The primary facts giving rise to this application are briefly as follows. Trattoria Limited, the respondent herein and the successful party in the suit before the High Court of Kenya at Nairobi, is a company incorporated in Kenya in 1981 under the Companies Act Cap 486 Laws of Kenya.  It owns the famous restaurant known as “Trattoria” with its premises located in the Central Business District of Nairobi in the building known as Town House being L.R. No. 209/2363, the suit premises, pursuant to a lease dated 11th November 2005.  The building was at the time of setting up the business owned and managed by Kenya National Assurance Company Limited which went into liquidation in or about 1996.  Subsequently a new entity, Kenya National Assurance Company [2001] limited, took over the ownership and management of the building.

By a Sale Agreement dated 20th March 2007 the applicant bought the suit premises.  It is the applicant’s case both in the superior court and before us that she bought the suit premises subject to all registered and unregistered leases, licences and informal tenancies and easements subsisting at the time.  The applicant further states that the Sale Agreement provided that in the event that the details and particulars of respective leases and tenancies were not complete, satisfactory and acceptable to the applicant, the latter would notify the vendor for the necessary rectifications before the completion date.  It is averred that the applicant did not exercise her rights under the agreement and was therefore deemed to have been satisfied with the Sale Agreement.

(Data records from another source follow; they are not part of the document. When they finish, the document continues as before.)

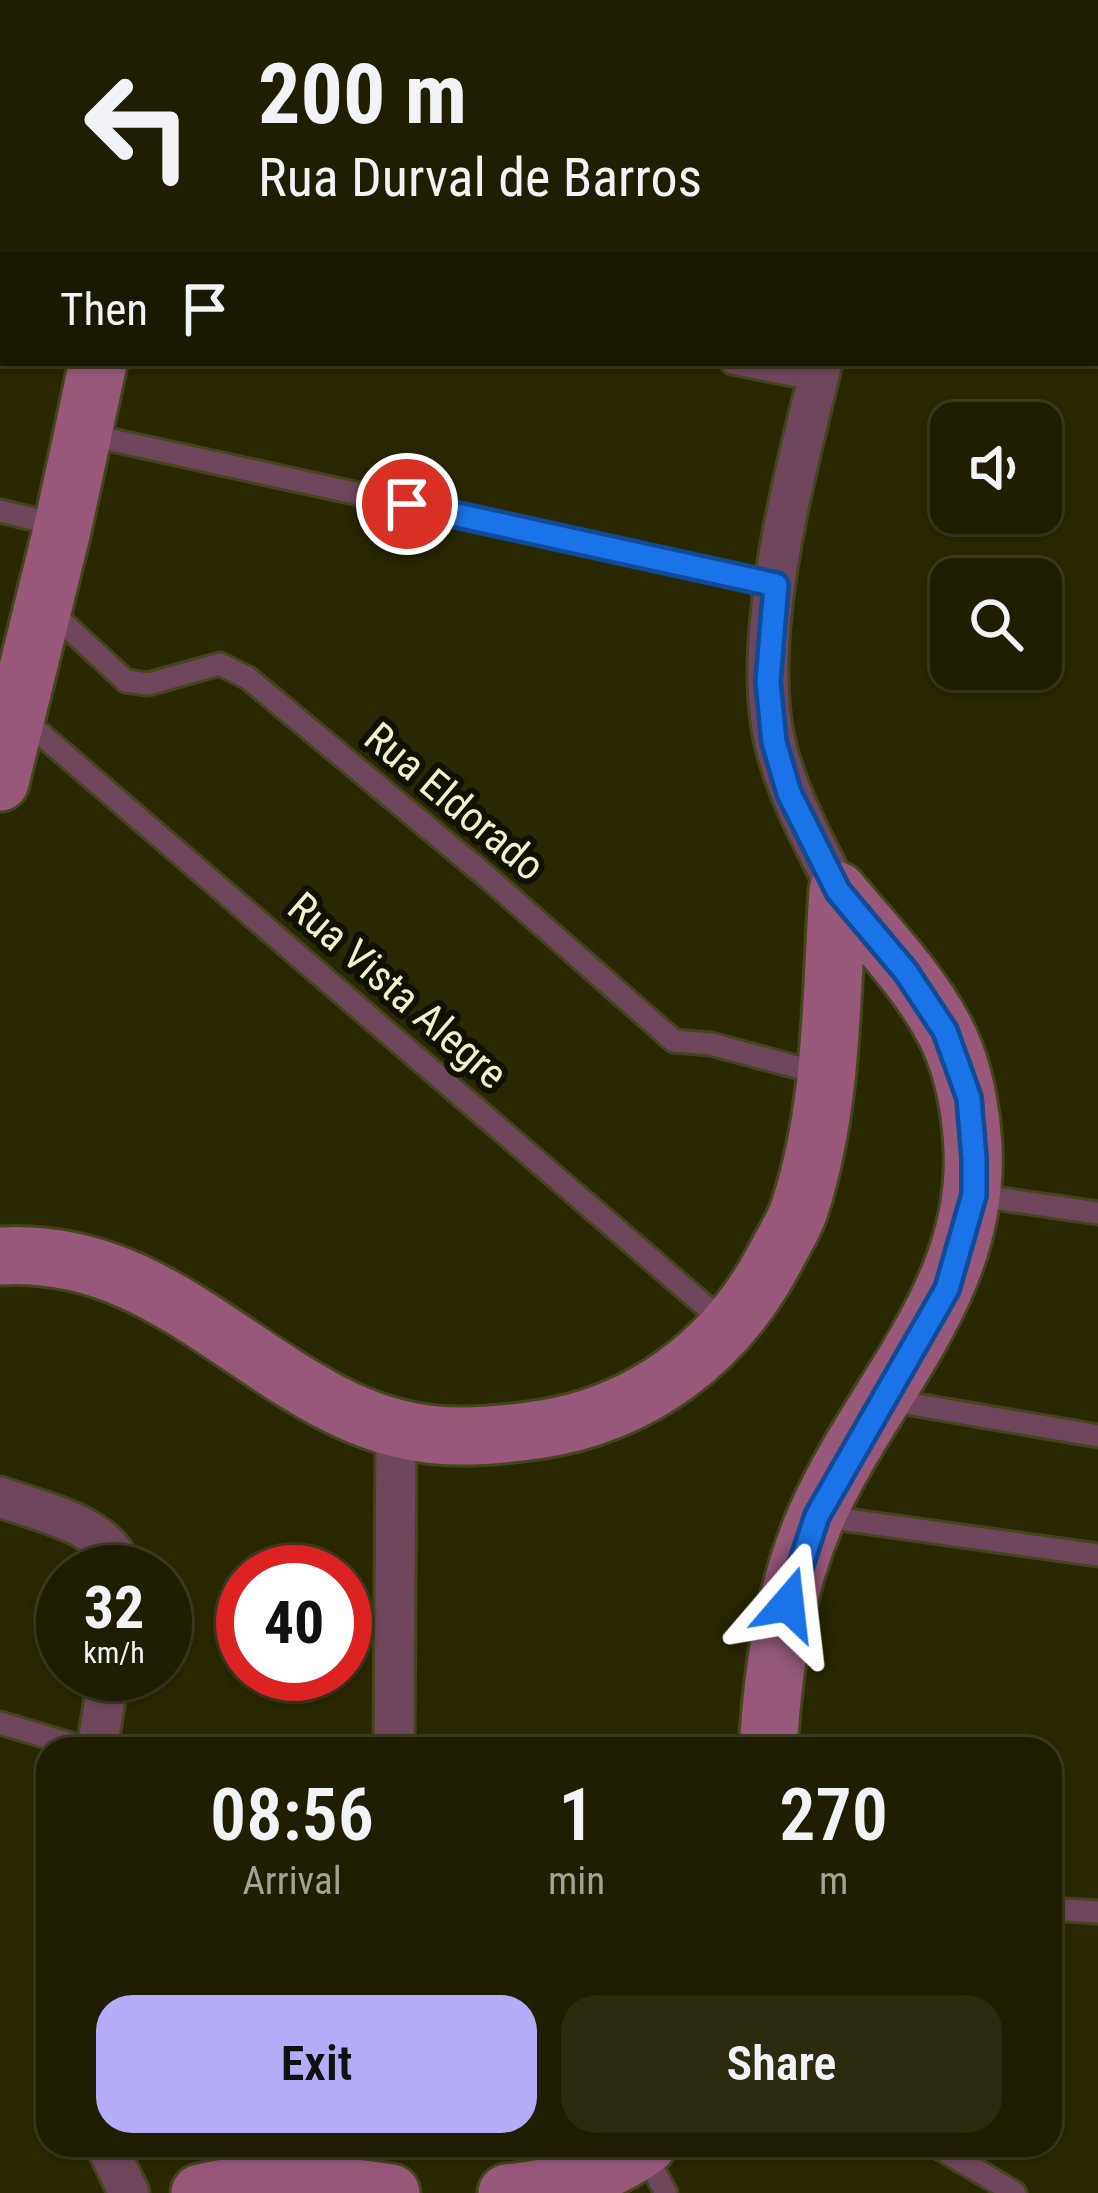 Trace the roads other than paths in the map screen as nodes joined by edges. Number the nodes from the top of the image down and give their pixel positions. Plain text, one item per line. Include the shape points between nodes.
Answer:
1 (97, 366) edge
2 (761, 366) edge
3 (820, 372) edge
4 (84, 434) junction
5 (0, 511) edge
6 (63, 526) junction
7 (776, 585) junction
8 (42, 604) junction
9 (8, 710) edge
10 (0, 782) edge
11 (838, 891) junction
12 (826, 1075) junction
13 (974, 1195) junction
14 (1098, 1213) edge
15 (0, 1256) edge
16 (730, 1328) junction
17 (881, 1399) junction
18 (396, 1432) junction
19 (1098, 1436) edge
20 (0, 1497) edge
21 (817, 1516) junction
22 (108, 1545) edge
23 (1098, 1555) edge
24 (105, 1701) edge
25 (0, 1723) edge
26 (47, 1737) edge
27 (99, 1737) edge
28 (394, 1737) edge
29 (769, 1737) edge
30 (1062, 1910) edge
31 (1098, 1912) edge
32 (112, 2157) edge
33 (954, 2157) edge
34 (652, 2162) edge
35 (129, 2193) edge
36 (200, 2193) edge
37 (391, 2193) edge
38 (507, 2193) edge
39 (1015, 2193) edge

1 - 4 street
2 - 3 lane
3 - 7 street
4 - 6 street
4 - 7 lane
5 - 6 lane
6 - 8 street
7 - 11 street via 768,682 774,742 789,793
8 - 9 street
8 - 12 lane, Rua Eldorado via 126,682 148,684 220,664 248,678 674,1041
9 - 10 street
9 - 16 lane, Rua Vista Alegre
11 - 12 street
11 - 13 street via 945,1031 969,1098
12 - 16 street via 800,1210
13 - 14 lane
13 - 17 street via 947,1289
15 - 18 street via 83,1262 136,1283 335,1405
16 - 18 street via 678,1376 626,1406 472,1439
17 - 19 lane
17 - 21 street
18 - 28 street
20 - 22 street
21 - 23 lane
21 - 29 street via 779,1634
24 - 27 street
25 - 26 lane
30 - 31 lane
32 - 35 street
33 - 39 lane
34 - 38 street
36 - 37 street via 312,2180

The respondent states that it continued to enjoy peaceful and quiet possession of the suit premises until 31st August, 2007 when the applicant caused the disconnection of water supply to the restaurant by failing to pay the water account due to Nairobi City Water & Sewerage Company Limited though the Lease provides that the cost of supplying and installing a water meter all other charges are included in the rent it pays and will not be charged separately.  On or about 7th September 2007 the respondent received a notice from the applicant demanding that it either renegotiates several terms of the lease or the said lease would be terminated.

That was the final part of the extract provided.